Add length range to FuzzInputOptions
Closes #20816
Example test case, fuzzing f64 printing.
const std = @import("std");
const testing = std.testing;
test "fuzz f64 printing" {
const input_bytes = testing.fuzzInput(.{
.corpus = &.{std.mem.asBytes(&@as(f64, 32.0))},
.len_range = .{ .min = 8, .max = 8 },
});
var buf: [1024]u8 = undefined;
_ = try std.fmt.bufPrint(&buf, "{}", .{@as(f64, @bitCast(input_bytes[0..8].*))});
}
If an input corpus is not provided, the first run of the fuzzer is seeded with random bytes; the length of the bytes is random, but is within the min and max range specified by the len_range option.
Several invariants are enforced with assertions:
- len_range.min <= len_range.max
- The output of
Fuzzer.next()is always between the min and max length (inclusive). - the length of corpus entries is between the min and max range
I'll look at this in a couple days - I have a rather large body of work sitting in the fuzz branch right now.

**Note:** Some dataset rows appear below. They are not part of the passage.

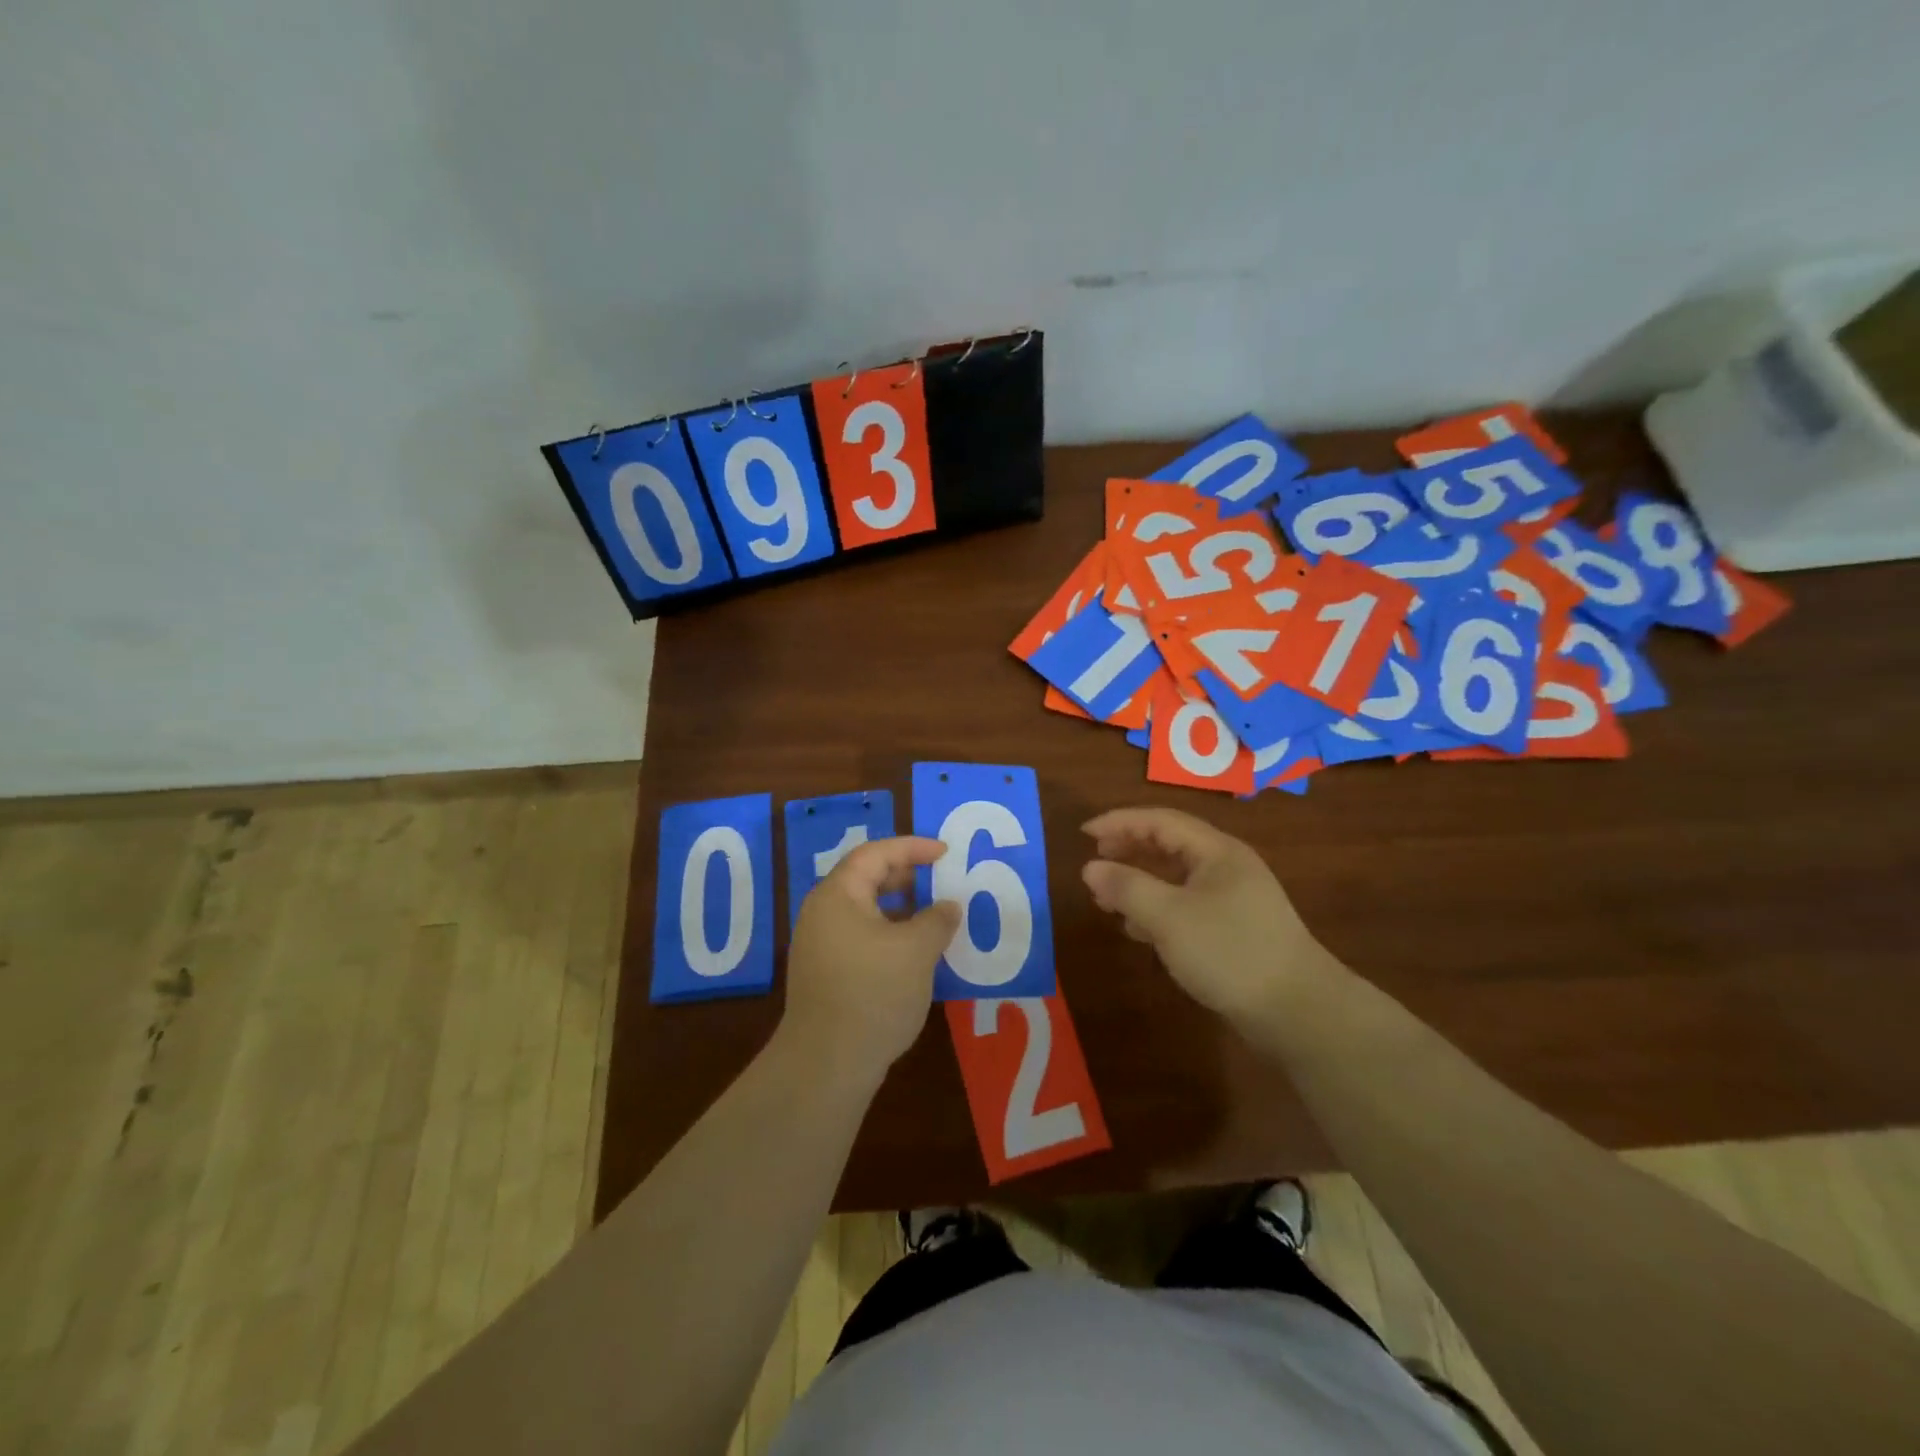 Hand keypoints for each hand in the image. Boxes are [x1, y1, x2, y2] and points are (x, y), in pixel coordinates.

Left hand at [781, 836, 961, 1080]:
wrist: (827, 1063)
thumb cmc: (873, 992)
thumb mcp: (916, 950)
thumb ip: (937, 919)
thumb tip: (948, 906)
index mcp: (838, 895)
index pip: (875, 854)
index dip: (912, 848)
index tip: (946, 853)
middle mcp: (823, 913)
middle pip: (866, 878)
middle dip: (906, 876)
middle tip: (941, 879)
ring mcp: (821, 945)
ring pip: (866, 910)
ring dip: (901, 908)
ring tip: (934, 916)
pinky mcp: (827, 973)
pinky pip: (862, 936)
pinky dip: (890, 933)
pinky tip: (915, 953)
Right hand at [1081, 806, 1339, 1027]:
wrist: (1298, 1011)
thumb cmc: (1230, 951)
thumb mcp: (1169, 917)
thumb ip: (1127, 888)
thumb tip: (1090, 867)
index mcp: (1217, 852)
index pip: (1161, 821)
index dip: (1120, 822)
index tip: (1084, 834)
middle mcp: (1227, 867)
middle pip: (1170, 846)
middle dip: (1129, 851)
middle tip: (1094, 863)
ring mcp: (1234, 900)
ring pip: (1176, 879)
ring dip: (1140, 884)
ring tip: (1107, 901)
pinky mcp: (1234, 930)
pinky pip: (1186, 907)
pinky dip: (1157, 911)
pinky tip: (1138, 930)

No problem, I figured. As of yesterday looks like the conflicts would be pretty minimal, so hopefully it'll stay easy.
Looks like there were indeed a couple of conflicts.
Conflicts resolved :+1:
If the minimum length is greater than 0, the corpus must contain at least 1 entry, so that we can use it for the initial run/smoke test of the fuzzer.
No need, it can generate random bytes in this case.
If the minimum length is greater than 0, the corpus must contain at least 1 entry, so that we can use it for the initial run/smoke test of the fuzzer.
No need, it can generate random bytes in this case.
I considered this. The concern I had was with ownership of the memory for holding the input. Since the length range is runtime known we need to allocate it dynamically. Under normal circumstances the fuzzer owns all of the returned memory, but on the initial run it's not clear how to de-allocate the slice returned from fuzzInput. A few options I considered:
-
Use a comptime-known length range: This would force the FuzzInputOptions parameter to be comptime known. Being able to load corpus entries from a file (without '@embedFile') would be nice, which this option would preclude. The length range could also be moved to a second parameter.
-
Reorganize the fuzzer code so it is still able to manage the returned input even when not linked to libfuzzer: This might be the best option, but I haven't explored how difficult it would be. My objective was to minimize changes to the current fuzzing architecture.
-
add a 'deinit' function for the fuzzer input: totally possible, just annoying because it would do nothing while actually fuzzing; its only responsibility would be cleaning up this one allocation for the smoke test.
Does one of these (or something else I haven't considered) seem like a better approach?
Ok, a pretty easy solution by adding another global variable to track the bytes allocated for the smoke test. I think that should work.
Sounds good! Once that lands I'll take another look 👍
Looks like the updated version is now green 👍🏻
Going to close this given that #23416 is merged. I think things have changed enough that it will need to be mostly re-implemented.